● EXCERPTED DATA

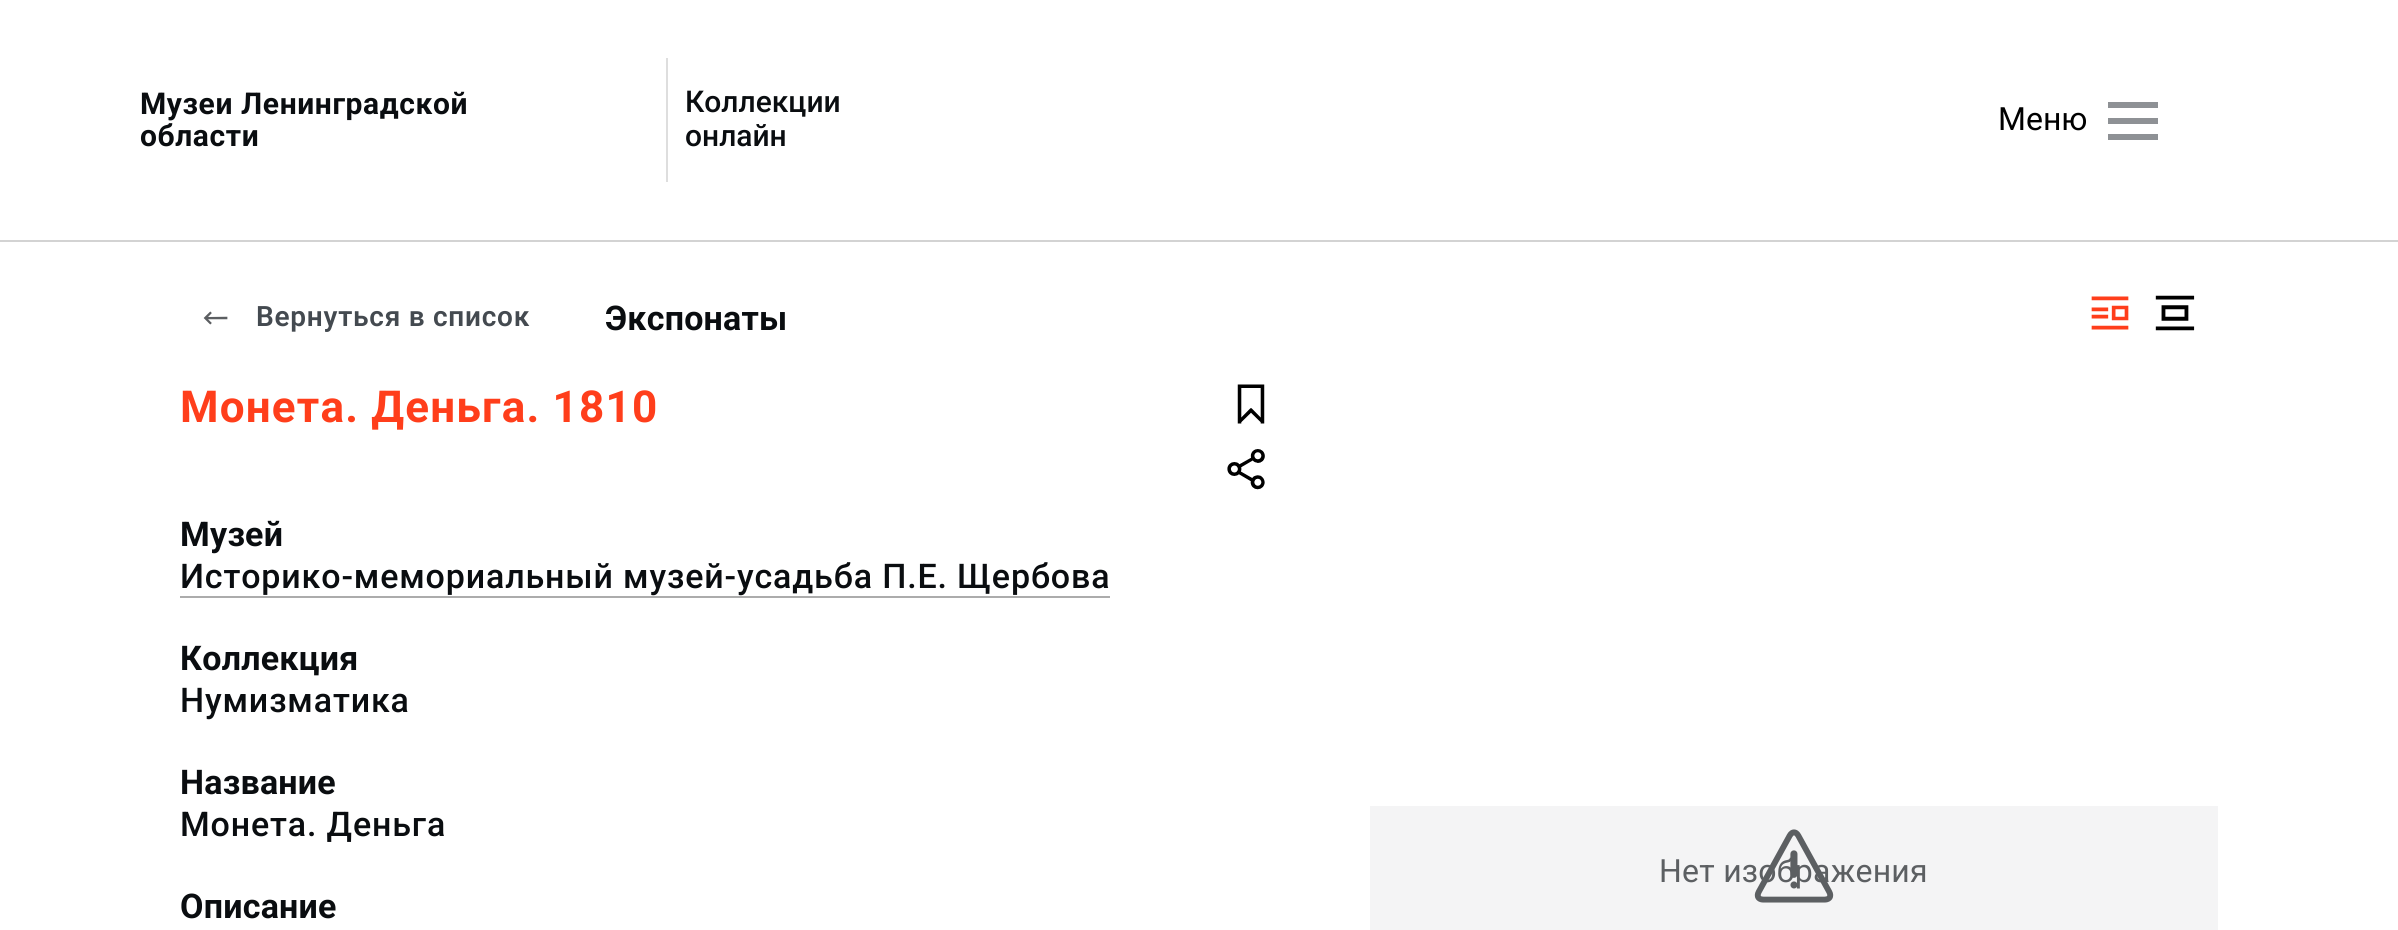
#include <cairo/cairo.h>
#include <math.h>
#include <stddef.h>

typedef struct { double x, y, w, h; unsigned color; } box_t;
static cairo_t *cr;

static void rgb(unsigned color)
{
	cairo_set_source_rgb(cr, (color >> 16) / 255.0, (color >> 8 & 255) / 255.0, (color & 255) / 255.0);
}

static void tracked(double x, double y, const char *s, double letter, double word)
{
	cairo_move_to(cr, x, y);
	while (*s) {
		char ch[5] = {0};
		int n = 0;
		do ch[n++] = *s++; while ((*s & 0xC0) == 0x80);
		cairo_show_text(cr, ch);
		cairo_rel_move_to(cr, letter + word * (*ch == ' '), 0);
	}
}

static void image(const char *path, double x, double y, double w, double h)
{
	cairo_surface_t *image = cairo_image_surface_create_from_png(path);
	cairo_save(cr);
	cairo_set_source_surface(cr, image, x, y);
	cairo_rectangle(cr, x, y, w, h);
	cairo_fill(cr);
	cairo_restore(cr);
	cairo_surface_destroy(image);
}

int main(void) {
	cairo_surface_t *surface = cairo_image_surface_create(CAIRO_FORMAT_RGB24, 2398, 930);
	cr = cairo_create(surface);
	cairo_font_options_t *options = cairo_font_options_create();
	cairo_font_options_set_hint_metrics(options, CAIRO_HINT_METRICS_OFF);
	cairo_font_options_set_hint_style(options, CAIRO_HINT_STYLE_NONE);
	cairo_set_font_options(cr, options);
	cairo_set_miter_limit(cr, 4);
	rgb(0xffffff);
	cairo_paint(cr);
	{
		static const box_t items[] = {
			{0, 240, 2398, 2, 0xd3d3d3},
			{666, 58, 2, 124, 0xdedede},
			{2108, 102, 50, 6, 0x8e9195},
			{2108, 118, 50, 6, 0x8e9195},
			{2108, 134, 50, 6, 0x8e9195},
		};
		for (size_t i = 0; i < sizeof items / sizeof *items; i++) {
			rgb(items[i].color);
			cairo_rectangle(cr, items[i].x, items[i].y, items[i].w, items[i].h);
			cairo_fill(cr);
		}
	}
	image("img/1.png", 203, 311, 25, 14);
	image("img/2.png", 2091, 296, 38, 34);
	image("img/3.png", 2155, 295, 40, 36);
	image("img/4.png", 1237, 384, 28, 40);
	image("img/5.png", 1227, 449, 38, 41);
	rgb(0xacacac);
	cairo_rectangle(cr, 180, 596, 930, 2);
	cairo_fill(cr);
	rgb(0xf4f4f5);
	cairo_rectangle(cr, 1370, 806, 848, 124);
	cairo_fill(cr);
	cairo_select_font_face(cr, "Roboto", CAIRO_FONT_SLANT_NORMAL, CAIRO_FONT_WEIGHT_BOLD);
	cairo_set_font_size(cr, 30);
	rgb(0x0a0d10);
	tracked(140, 114, "Музеи Ленинградской", 0.6, 0);
	tracked(140, 146, "области", 0.6, 0);
	cairo_select_font_face(cr, "Roboto Medium", CAIRO_FONT_SLANT_NORMAL, CAIRO_FONT_WEIGHT_NORMAL);
	cairo_move_to(cr, 685, 112);
	cairo_show_text(cr, "Коллекции");
	cairo_move_to(cr, 685, 146);
	cairo_show_text(cr, "онлайн");
	cairo_select_font_face(cr, "Roboto", CAIRO_FONT_SLANT_NORMAL, CAIRO_FONT_WEIGHT_NORMAL);
	cairo_set_font_size(cr, 32);
	rgb(0x000000);
	cairo_move_to(cr, 1998, 130);
	cairo_show_text(cr, "Меню");
	cairo_select_font_face(cr, "Roboto SemiBold", CAIRO_FONT_SLANT_NORMAL, CAIRO_FONT_WEIGHT_NORMAL);
	cairo_set_font_size(cr, 28);
	rgb(0x444a50);
	tracked(256, 326, "Вернуться в список", 0.75, 0);
	cairo_select_font_face(cr, "Roboto", CAIRO_FONT_SLANT_NORMAL, CAIRO_FONT_WEIGHT_BOLD);
	cairo_set_font_size(cr, 34);
	rgb(0x0a0d10);
	tracked(605, 330, "Экспонаты", 0.25, 0);
	cairo_set_font_size(cr, 44);
	rgb(0xff3e1b);
	tracked(180, 422, "Монета. Деньга. 1810", 1.2, 0);
	cairo_set_font_size(cr, 34);
	rgb(0x0a0d10);
	tracked(180, 546, "Музей", 0.25, 0);
	cairo_select_font_face(cr, "Roboto Medium", CAIRO_FONT_SLANT_NORMAL, CAIRO_FONT_WEIGHT_NORMAL);
	tracked(180, 588, "Историко-мемориальный музей-усадьба П.Е. Щербова", 0.85, 0);
	cairo_select_font_face(cr, "Roboto", CAIRO_FONT_SLANT_NORMAL, CAIRO_FONT_WEIGHT_BOLD);
	tracked(180, 670, "Коллекция", 0.25, 0);
	cairo_select_font_face(cr, "Roboto Medium", CAIRO_FONT_SLANT_NORMAL, CAIRO_FONT_WEIGHT_NORMAL);
	tracked(180, 712, "Нумизматика", 0.85, 0);
	cairo_select_font_face(cr, "Roboto", CAIRO_FONT_SLANT_NORMAL, CAIRO_FONT_WEIGHT_BOLD);
	tracked(180, 794, "Название", 0.25, 0);
	cairo_select_font_face(cr, "Roboto Medium", CAIRO_FONT_SLANT_NORMAL, CAIRO_FONT_WEIGHT_NORMAL);
	tracked(180, 836, "Монета. Деньга", 0.85, 0);
	cairo_select_font_face(cr, "Roboto", CAIRO_FONT_SLANT_NORMAL, CAIRO_FONT_WEIGHT_BOLD);
	tracked(180, 918, "Описание", 0.25, 0);
	cairo_select_font_face(cr, "Roboto", CAIRO_FONT_SLANT_NORMAL, CAIRO_FONT_WEIGHT_NORMAL);
	cairo_set_font_size(cr, 32);
	rgb(0x5c5f62);
	tracked(1659, 882, "Нет изображения", 0.25, 0);
	image("img/6.png", 1754, 829, 80, 74);
	cairo_surface_write_to_png(surface, "page.png");
	cairo_font_options_destroy(options);
	cairo_destroy(cr);
	cairo_surface_destroy(surface);
	return 0;
}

● GOAL OF THE EXERCISE
The entries above hold a line with "cairo_font_options_t *options = cairo_font_options_create();" and a later line with "cairo_set_miter_limit(cr, 4);". Write out exactly those lines and all lines between, nothing more.

● REPLY TO THE EXERCISE
	cairo_font_options_t *options = cairo_font_options_create();
	cairo_font_options_set_hint_metrics(options, CAIRO_HINT_METRICS_OFF);
	cairo_font_options_set_hint_style(options, CAIRO_HINT_STYLE_NONE);
	cairo_set_font_options(cr, options);
	cairo_set_miter_limit(cr, 4);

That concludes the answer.